╭─ Data excerpts

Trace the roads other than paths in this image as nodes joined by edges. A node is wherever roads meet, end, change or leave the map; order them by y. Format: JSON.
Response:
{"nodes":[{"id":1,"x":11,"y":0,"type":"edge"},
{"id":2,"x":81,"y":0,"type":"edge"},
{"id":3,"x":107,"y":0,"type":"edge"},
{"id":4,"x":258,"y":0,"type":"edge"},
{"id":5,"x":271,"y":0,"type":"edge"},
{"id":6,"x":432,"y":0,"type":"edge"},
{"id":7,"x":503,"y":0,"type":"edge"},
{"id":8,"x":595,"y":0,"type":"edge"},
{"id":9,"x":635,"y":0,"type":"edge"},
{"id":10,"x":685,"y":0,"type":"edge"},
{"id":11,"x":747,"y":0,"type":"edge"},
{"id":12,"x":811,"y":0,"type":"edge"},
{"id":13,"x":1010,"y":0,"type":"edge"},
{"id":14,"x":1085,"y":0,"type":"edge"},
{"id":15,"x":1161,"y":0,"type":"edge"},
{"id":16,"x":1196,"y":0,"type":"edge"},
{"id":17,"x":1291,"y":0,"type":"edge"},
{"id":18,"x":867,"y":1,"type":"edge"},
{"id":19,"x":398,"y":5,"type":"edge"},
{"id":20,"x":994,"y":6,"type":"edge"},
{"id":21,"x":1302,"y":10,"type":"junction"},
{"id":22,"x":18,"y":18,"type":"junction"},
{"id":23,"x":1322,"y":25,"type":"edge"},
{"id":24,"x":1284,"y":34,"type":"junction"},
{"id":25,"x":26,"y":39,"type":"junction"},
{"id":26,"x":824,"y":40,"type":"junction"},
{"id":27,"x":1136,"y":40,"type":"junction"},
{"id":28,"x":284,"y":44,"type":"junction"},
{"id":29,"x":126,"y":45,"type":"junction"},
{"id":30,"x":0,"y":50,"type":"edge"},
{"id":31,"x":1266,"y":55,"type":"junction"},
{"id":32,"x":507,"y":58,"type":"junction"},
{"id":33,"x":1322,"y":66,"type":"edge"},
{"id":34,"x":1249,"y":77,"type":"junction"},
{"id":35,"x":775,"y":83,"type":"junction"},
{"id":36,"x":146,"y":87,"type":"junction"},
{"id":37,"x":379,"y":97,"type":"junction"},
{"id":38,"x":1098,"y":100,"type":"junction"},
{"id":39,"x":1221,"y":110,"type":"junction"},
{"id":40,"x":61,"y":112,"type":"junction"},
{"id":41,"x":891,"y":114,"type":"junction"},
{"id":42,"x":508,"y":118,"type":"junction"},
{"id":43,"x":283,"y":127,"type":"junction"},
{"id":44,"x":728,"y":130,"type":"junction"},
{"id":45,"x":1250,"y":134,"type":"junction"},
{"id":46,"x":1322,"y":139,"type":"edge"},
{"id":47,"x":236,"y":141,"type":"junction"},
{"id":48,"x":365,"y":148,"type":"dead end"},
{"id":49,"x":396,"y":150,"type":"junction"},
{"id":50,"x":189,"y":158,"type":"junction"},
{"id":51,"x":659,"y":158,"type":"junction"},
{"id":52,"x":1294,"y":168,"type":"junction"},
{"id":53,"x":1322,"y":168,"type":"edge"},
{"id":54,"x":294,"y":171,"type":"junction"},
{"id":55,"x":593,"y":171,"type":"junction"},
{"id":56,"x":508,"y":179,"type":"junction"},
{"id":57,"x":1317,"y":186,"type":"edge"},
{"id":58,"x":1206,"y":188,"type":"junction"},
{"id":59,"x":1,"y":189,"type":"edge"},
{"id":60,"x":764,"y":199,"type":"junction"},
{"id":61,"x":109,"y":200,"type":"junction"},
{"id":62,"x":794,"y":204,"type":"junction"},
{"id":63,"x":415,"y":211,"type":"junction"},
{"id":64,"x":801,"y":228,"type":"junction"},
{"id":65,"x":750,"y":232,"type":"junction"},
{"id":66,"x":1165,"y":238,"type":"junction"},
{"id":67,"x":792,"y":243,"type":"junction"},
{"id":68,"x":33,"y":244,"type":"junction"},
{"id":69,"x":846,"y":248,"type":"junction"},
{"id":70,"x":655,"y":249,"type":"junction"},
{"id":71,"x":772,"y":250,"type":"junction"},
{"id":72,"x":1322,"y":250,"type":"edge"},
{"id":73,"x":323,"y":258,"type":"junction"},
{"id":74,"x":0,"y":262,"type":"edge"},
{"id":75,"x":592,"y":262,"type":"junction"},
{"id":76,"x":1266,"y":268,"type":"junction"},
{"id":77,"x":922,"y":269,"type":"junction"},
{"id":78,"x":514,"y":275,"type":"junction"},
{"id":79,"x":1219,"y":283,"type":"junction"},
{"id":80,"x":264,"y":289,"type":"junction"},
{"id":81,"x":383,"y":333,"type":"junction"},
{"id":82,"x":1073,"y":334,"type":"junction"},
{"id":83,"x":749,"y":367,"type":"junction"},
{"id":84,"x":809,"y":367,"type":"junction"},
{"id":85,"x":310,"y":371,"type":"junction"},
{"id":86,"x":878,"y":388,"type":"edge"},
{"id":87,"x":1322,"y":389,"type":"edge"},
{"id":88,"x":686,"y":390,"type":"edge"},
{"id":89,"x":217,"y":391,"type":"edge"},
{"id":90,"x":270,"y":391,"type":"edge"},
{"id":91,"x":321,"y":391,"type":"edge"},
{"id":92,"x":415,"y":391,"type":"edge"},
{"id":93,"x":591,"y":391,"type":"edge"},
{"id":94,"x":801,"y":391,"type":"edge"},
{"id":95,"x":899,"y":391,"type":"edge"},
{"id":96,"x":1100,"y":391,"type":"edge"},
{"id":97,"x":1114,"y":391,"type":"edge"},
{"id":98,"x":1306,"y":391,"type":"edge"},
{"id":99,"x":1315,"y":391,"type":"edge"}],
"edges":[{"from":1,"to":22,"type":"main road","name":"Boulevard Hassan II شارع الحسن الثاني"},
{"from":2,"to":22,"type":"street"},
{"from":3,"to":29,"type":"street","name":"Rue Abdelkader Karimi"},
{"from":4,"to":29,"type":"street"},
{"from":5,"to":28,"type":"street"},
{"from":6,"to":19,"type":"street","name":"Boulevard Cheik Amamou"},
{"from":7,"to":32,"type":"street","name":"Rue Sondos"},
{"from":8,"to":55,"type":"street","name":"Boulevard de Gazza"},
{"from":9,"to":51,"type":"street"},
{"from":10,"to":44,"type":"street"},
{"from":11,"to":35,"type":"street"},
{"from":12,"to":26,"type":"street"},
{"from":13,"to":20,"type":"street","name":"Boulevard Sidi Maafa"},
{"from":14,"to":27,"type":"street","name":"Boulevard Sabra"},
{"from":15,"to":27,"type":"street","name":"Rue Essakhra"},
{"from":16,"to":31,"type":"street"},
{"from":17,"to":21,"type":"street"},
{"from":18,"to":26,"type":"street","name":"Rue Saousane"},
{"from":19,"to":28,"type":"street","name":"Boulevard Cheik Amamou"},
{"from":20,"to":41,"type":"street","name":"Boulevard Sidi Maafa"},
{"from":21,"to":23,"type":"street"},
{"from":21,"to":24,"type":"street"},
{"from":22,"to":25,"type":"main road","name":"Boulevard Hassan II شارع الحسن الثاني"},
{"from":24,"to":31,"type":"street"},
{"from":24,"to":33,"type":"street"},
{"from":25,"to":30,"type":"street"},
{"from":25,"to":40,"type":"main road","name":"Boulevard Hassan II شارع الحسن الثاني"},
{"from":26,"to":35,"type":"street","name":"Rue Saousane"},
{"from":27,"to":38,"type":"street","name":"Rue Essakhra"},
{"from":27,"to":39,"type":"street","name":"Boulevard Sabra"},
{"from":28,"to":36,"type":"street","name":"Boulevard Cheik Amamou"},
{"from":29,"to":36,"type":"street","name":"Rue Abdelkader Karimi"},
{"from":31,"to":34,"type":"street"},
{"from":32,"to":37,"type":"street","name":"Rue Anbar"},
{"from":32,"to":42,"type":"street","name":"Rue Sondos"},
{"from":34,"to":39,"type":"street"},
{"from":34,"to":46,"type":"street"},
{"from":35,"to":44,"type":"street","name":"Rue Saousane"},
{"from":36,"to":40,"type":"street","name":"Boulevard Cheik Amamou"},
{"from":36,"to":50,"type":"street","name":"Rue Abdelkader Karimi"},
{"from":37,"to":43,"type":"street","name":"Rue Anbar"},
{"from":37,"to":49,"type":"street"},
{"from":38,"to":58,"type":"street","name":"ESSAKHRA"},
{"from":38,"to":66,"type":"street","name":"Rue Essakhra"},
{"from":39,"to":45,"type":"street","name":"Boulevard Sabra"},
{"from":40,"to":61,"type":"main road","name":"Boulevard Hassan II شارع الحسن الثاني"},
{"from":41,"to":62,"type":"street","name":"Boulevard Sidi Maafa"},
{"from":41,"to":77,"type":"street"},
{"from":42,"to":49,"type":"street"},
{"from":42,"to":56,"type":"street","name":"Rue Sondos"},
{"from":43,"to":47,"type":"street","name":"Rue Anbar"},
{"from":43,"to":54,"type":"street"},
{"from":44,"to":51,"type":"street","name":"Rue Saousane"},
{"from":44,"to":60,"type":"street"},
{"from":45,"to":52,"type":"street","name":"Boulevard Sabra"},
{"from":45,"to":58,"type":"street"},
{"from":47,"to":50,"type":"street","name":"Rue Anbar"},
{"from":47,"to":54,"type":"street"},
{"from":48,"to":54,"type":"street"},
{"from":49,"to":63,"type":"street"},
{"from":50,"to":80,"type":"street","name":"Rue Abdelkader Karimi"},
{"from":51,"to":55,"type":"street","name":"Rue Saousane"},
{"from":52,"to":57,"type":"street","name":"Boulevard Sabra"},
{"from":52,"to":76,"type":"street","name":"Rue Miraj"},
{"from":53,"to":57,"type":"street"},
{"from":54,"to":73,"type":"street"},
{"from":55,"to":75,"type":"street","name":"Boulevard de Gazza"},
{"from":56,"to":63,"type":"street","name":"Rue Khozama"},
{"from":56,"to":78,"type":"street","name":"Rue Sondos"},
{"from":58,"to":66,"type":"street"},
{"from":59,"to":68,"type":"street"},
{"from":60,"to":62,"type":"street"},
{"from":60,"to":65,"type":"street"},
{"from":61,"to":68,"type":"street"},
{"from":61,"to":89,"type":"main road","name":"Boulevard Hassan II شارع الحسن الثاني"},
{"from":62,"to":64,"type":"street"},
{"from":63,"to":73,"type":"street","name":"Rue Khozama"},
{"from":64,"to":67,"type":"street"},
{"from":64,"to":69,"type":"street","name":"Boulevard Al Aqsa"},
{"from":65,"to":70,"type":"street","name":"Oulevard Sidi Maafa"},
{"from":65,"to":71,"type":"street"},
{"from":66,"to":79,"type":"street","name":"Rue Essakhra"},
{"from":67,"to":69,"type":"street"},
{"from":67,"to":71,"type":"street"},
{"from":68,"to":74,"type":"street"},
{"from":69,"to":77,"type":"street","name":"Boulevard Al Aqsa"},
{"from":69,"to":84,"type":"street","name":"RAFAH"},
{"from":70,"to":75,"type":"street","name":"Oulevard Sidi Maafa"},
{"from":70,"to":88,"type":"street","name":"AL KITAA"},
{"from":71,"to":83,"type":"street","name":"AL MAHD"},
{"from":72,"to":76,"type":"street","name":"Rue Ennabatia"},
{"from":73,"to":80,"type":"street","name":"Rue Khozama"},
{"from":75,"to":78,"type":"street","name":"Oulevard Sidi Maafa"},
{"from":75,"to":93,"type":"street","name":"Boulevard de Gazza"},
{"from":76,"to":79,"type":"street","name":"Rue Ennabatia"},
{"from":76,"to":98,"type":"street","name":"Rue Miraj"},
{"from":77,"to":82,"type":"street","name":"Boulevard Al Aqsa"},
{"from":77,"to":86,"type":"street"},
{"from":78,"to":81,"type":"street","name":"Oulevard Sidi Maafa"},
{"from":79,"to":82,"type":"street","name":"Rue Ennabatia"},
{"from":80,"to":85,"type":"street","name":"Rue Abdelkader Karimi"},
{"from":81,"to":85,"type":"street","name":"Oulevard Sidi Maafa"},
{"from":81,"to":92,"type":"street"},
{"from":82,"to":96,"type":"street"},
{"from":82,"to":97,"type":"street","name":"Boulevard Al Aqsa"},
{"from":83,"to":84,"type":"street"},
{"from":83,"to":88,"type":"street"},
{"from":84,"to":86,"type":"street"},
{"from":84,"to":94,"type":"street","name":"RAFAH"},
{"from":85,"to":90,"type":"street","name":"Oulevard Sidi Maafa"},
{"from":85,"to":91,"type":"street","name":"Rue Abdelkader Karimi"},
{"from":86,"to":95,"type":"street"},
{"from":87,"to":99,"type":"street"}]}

╰─

◆ What you have to do: Give only the number of lines in the records that include the word "Saousane".

◆ Written reply: 5